◆ Work required
Start at the line holding "Write the network". Write out that line and each one after it to the end of the data, unchanged.

BEGIN Given information

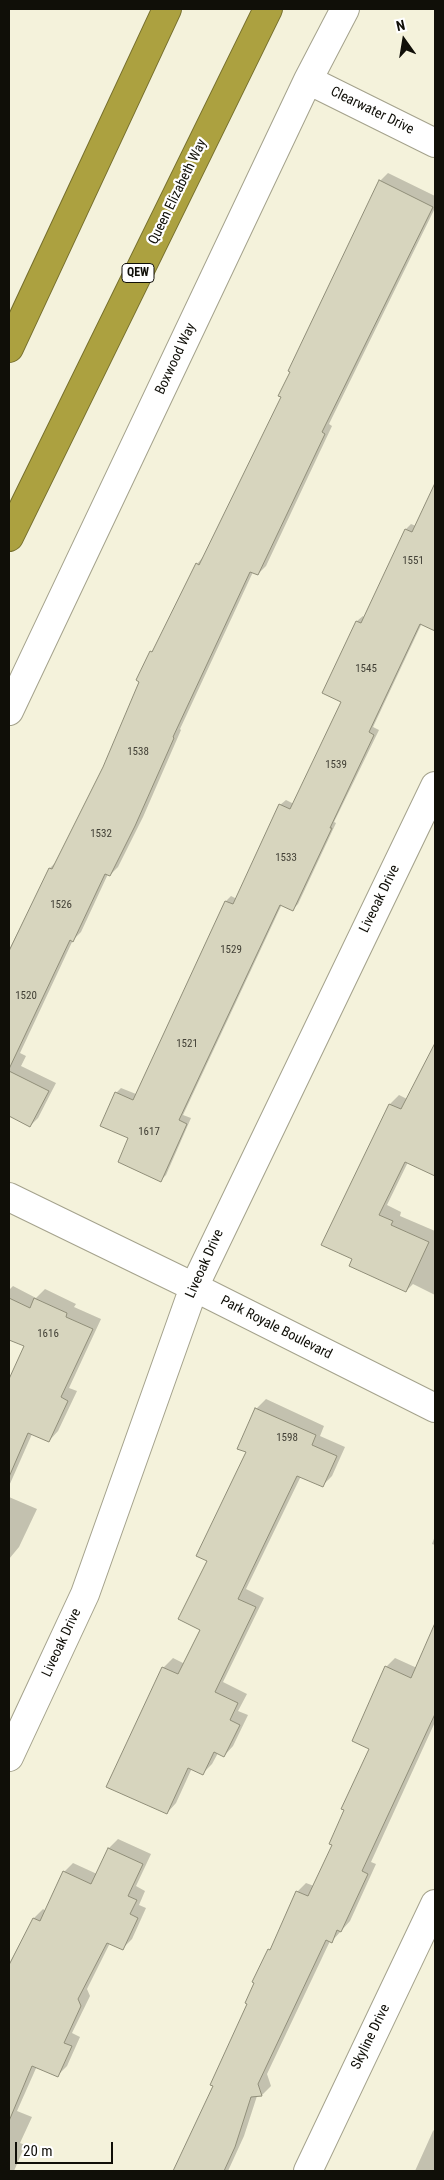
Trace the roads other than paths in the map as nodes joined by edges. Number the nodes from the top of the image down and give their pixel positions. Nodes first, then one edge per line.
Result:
1 (167, 9) edge
2 (268, 9) edge
3 (345, 9) edge
4 (308, 80) junction
5 (435, 143) edge
6 (9, 348) edge
7 (9, 537) edge
8 (9, 711) edge
9 (435, 786) edge
10 (9, 1198) edge
11 (194, 1286) junction
12 (435, 1408) edge
13 (9, 1757) edge
14 (435, 1904) edge
15 (308, 2171) edge

1 - 6 highway
2 - 7 highway, Queen Elizabeth Way / QEW
3 - 4 street, Boxwood Way
4 - 5 street, Clearwater Drive
4 - 8 street, Boxwood Way
9 - 11 street, Liveoak Drive
10 - 11 street, Park Royale Boulevard
11 - 12 street, Park Royale Boulevard
11 - 13 street, Liveoak Drive
14 - 15 street, Skyline Drive

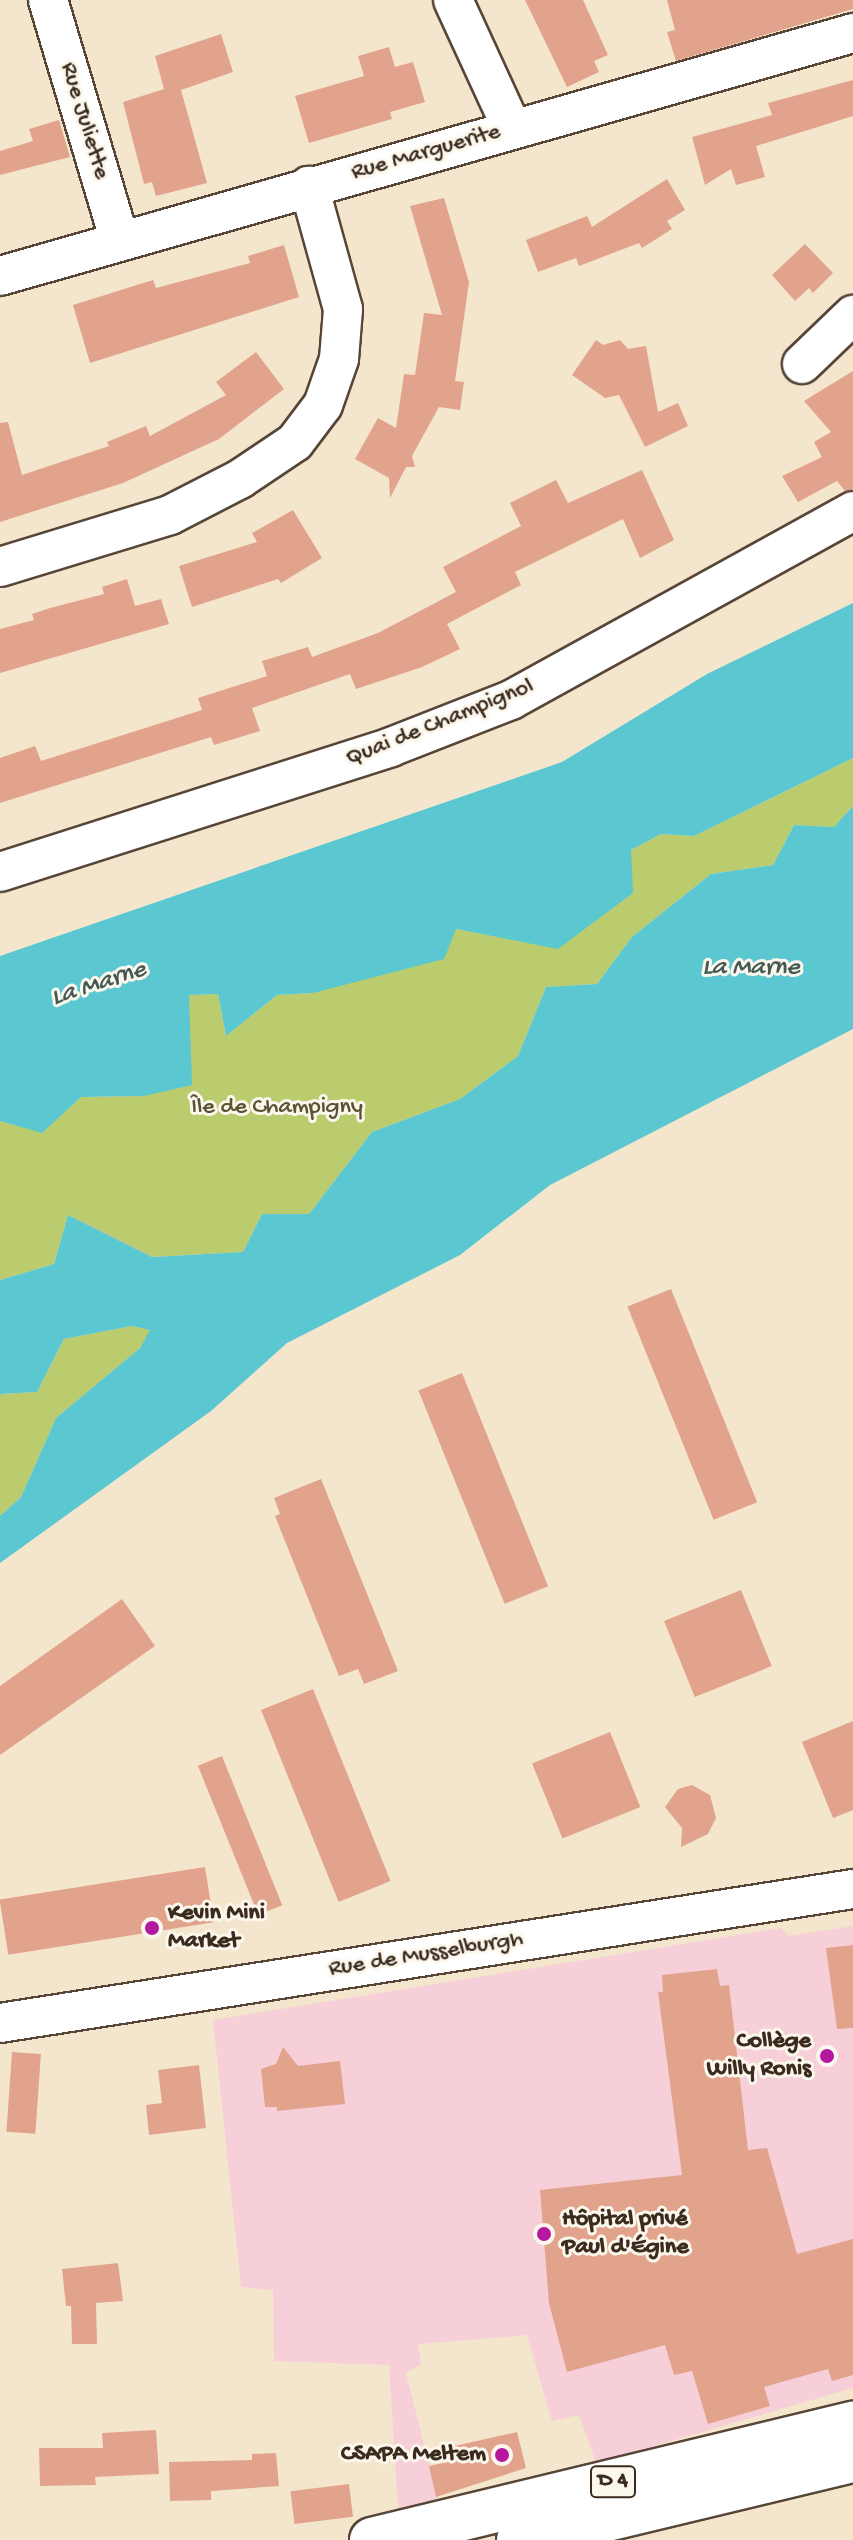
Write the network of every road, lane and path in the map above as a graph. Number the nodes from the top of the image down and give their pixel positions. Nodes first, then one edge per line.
1 (48, 0) edge
2 (453, 0) edge
3 (853, 33) edge
4 (512, 128) junction
5 (309, 186) junction
6 (120, 241) junction
7 (0, 276) edge
8 (853, 315) edge
9 (802, 364) dead end
10 (853, 511) edge
11 (0, 567) edge
12 (0, 872) edge
13 (853, 1889) edge
14 (0, 2023) edge
15 (853, 2424) edge
16 (853, 2460) edge
17 (372, 2540) edge
18 (519, 2540) edge

1 - 6 street, Rue Juliette
2 - 4 street
3 - 4 street, Rue Marguerite
4 - 5 street, Rue Marguerite
5 - 6 street, Rue Marguerite
5 - 11 street
6 - 7 street, Rue Marguerite
8 - 9 street
10 - 12 street, Quai de Champignol
13 - 14 street, Rue de Musselburgh
15 - 17 main road, D 4
16 - 18 main road, D 4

END Given information

◆ Result below
Write the network of every road, lane and path in the map above as a graph. Number the nodes from the top of the image down and give their pixel positions. Nodes first, then one edge per line.
1 (48, 0) edge
2 (453, 0) edge
3 (853, 33) edge
4 (512, 128) junction
5 (309, 186) junction
6 (120, 241) junction
7 (0, 276) edge
8 (853, 315) edge
9 (802, 364) dead end
10 (853, 511) edge
11 (0, 567) edge
12 (0, 872) edge
13 (853, 1889) edge
14 (0, 2023) edge
15 (853, 2424) edge
16 (853, 2460) edge
17 (372, 2540) edge
18 (519, 2540) edge

1 - 6 street, Rue Juliette
2 - 4 street
3 - 4 street, Rue Marguerite
4 - 5 street, Rue Marguerite
5 - 6 street, Rue Marguerite
5 - 11 street
6 - 7 street, Rue Marguerite
8 - 9 street
10 - 12 street, Quai de Champignol
13 - 14 street, Rue de Musselburgh
15 - 17 main road, D 4
16 - 18 main road, D 4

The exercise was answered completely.